# Am I using these formulas properly? normal distribution+CLT

1. Feb 21, 2015

### John421

I'm attempting to work out when to use the different formulas and how everything fits together, can you confirm if the following is correct?

1) If we had the problem: There are 250 dogs at a dog show who weigh an average of 12 pounds, with a standard deviation of 8 pounds. If 1 dog is chosen at random, what is the probability they will have a weight of greater than 8 pounds and less than 25 pounds?

Then we would use the formula: Z = (x-μ)/σ and use the z tables to work out our answer.

2) If we had the problem: There are 250 dogs at a dog show who weigh an average of 12 pounds, with a standard deviation of 8 pounds. If 4 dogs are chosen at random, what is the probability they will have an average weight of greater than 8 pounds and less than 25 pounds?

Then we would use the formula: Z = (x-μ)/(σ/√4) and use the z tables to work out our answer.
This is the same formula as the previous formula in 1), it's just that the squareroot of 1 is 1, so Z = (x-μ)/(σ/√1) became Z = (x-μ)/σ

3) If we had the problem: There are 29 dogs at a dog show who weigh an average of 12 pounds, with a standard deviation of 8 pounds. If 1 dog was chosen at random, what is the probability they will have an average weight of greater than 8 pounds and less than 25 pounds?

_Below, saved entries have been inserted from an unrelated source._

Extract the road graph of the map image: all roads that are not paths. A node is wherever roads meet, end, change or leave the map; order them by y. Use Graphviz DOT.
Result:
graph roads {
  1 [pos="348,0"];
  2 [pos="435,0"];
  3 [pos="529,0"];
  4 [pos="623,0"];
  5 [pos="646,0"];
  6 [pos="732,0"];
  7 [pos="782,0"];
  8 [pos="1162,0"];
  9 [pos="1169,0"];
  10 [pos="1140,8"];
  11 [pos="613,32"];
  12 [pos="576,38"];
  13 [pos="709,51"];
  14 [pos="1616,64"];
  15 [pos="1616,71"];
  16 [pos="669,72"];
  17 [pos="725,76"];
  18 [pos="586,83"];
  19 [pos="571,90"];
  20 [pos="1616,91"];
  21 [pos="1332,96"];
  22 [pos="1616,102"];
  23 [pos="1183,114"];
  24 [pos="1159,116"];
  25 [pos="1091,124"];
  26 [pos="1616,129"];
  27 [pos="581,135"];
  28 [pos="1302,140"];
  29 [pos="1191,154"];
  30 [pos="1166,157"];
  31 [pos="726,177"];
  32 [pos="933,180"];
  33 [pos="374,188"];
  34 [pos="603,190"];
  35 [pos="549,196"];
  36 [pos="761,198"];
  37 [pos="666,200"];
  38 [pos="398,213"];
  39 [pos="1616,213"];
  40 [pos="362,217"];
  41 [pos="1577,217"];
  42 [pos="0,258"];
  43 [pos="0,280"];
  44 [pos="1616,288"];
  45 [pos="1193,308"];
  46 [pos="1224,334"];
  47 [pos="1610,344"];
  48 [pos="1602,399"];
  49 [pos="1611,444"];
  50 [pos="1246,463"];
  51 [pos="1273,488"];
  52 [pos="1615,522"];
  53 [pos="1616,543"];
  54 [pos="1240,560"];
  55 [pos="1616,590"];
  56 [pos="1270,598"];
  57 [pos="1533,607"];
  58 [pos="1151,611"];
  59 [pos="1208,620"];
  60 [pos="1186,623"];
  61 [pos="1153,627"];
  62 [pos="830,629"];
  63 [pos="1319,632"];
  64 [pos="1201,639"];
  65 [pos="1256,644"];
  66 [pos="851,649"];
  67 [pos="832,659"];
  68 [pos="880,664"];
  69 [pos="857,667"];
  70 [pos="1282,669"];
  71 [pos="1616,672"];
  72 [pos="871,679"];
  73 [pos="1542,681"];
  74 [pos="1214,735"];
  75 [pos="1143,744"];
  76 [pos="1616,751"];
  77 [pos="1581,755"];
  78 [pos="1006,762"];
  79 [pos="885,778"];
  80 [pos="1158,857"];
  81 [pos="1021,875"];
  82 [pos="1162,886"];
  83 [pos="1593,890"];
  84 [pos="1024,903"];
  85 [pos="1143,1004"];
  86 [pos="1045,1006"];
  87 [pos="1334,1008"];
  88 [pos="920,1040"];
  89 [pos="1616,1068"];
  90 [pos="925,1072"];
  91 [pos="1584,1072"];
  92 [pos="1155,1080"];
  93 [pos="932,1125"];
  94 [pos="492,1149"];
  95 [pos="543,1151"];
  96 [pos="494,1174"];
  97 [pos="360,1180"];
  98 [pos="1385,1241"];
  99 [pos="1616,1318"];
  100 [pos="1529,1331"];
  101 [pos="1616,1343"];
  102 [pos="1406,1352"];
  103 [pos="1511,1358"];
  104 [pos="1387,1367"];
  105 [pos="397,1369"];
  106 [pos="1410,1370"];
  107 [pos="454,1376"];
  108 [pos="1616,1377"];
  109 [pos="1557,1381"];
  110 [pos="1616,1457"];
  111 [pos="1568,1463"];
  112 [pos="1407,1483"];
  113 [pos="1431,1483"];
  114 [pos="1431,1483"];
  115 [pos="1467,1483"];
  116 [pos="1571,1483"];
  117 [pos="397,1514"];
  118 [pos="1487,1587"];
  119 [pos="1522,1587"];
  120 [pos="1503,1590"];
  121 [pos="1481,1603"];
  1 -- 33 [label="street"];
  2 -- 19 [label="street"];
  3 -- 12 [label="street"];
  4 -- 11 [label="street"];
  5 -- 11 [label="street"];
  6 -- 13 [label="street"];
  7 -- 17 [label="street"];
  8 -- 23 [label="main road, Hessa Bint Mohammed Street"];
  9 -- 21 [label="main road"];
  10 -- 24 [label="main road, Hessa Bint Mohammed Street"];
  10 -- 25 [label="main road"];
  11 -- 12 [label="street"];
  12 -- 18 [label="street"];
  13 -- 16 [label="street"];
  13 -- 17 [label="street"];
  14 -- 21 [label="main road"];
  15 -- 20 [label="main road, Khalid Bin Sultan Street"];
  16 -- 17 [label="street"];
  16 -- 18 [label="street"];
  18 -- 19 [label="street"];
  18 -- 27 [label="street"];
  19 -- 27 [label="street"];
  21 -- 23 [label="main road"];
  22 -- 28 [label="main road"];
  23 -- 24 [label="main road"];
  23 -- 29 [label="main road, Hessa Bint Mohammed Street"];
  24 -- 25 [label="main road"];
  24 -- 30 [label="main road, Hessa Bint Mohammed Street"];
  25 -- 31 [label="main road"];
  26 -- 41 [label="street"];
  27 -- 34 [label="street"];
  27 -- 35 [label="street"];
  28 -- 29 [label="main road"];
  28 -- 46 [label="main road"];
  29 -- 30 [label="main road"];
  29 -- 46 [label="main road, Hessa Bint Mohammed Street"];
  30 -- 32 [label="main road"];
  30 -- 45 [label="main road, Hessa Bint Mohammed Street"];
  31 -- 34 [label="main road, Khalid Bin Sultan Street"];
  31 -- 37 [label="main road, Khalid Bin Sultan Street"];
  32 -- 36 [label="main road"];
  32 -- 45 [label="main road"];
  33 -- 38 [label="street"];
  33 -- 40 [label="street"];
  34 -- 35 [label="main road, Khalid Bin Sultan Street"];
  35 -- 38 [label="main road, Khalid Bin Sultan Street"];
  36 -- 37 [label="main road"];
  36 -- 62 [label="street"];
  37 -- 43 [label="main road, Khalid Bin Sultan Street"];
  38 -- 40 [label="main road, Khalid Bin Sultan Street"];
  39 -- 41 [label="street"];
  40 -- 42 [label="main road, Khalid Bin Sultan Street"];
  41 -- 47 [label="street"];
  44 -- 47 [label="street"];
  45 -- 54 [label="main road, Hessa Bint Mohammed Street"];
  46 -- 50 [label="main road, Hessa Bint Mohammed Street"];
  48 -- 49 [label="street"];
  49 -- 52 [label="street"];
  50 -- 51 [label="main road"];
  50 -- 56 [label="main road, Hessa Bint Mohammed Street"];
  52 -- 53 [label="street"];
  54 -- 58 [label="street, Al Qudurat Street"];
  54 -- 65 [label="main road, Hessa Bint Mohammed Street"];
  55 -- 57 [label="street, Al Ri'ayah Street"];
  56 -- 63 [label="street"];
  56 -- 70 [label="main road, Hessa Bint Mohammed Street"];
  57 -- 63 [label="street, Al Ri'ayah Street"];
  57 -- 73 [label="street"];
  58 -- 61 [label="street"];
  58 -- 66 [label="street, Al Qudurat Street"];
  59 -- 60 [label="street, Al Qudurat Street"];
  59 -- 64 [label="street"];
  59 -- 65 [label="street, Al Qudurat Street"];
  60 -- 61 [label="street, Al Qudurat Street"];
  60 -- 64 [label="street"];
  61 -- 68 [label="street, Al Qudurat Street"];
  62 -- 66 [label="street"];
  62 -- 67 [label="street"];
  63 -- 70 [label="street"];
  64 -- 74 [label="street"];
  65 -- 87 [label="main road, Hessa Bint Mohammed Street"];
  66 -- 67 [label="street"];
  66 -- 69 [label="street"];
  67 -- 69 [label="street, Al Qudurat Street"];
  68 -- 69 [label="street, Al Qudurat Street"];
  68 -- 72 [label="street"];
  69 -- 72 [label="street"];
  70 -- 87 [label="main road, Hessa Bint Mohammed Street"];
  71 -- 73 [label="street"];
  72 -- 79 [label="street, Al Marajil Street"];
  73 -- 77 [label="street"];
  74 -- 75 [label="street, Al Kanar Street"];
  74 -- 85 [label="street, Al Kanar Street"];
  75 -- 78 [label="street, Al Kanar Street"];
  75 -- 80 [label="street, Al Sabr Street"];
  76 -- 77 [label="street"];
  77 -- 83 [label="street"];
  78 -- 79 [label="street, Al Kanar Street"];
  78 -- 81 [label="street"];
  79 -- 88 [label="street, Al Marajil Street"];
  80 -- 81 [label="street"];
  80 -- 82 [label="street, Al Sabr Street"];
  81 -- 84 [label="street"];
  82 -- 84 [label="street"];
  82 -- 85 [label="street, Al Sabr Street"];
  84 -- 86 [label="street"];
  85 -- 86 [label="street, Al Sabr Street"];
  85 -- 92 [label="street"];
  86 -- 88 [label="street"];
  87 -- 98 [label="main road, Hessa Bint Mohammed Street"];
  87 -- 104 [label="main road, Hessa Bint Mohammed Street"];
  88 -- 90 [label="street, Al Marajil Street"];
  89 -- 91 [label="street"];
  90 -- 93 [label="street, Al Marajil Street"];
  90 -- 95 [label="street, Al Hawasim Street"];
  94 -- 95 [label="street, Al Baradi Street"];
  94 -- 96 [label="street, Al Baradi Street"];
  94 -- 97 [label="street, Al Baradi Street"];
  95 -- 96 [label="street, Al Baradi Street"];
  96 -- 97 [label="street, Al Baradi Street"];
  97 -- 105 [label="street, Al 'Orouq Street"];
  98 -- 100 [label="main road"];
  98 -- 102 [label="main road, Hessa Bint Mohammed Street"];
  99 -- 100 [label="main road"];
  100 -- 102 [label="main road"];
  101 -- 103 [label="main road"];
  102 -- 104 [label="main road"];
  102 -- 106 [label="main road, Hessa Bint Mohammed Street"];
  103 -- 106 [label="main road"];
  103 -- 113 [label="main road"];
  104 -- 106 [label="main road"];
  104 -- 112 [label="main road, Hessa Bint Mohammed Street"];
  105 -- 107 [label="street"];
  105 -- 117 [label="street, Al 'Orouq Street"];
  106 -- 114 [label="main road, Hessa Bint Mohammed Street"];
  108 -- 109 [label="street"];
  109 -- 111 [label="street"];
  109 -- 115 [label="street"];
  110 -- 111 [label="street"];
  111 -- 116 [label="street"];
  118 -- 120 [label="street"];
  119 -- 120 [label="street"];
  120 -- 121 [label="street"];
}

Then we would use the formula: tn-1 = (x-μ)/(σn-1/√1) = (x-μ)/(σn-1) and use the t tables to work out our answer.

4) If we had the problem: There are 29 dogs at a dog show who weigh an average of 12 pounds, with a standard deviation of 8 pounds. If 4 dogs are chosen at random, what is the probability they will have an average weight of greater than 8 pounds and less than 25 pounds?

Then we would use the formula: tn-1 = (x-μ)/(σn-1/√4) and use the t tables to work out our answer.

Is all of this correct?

2. Feb 21, 2015

### Staff: Mentor

They are all good approximations if you assume normal distributions for dog weights (a bit odd, because then many dogs have negative weights).
Problem (4) can get tricky if you get more dogs for the average. In the extreme case, consider chosing 29 dogs "at random": the average will be exactly 12 pounds with probability 1, so the formula certainly breaks down.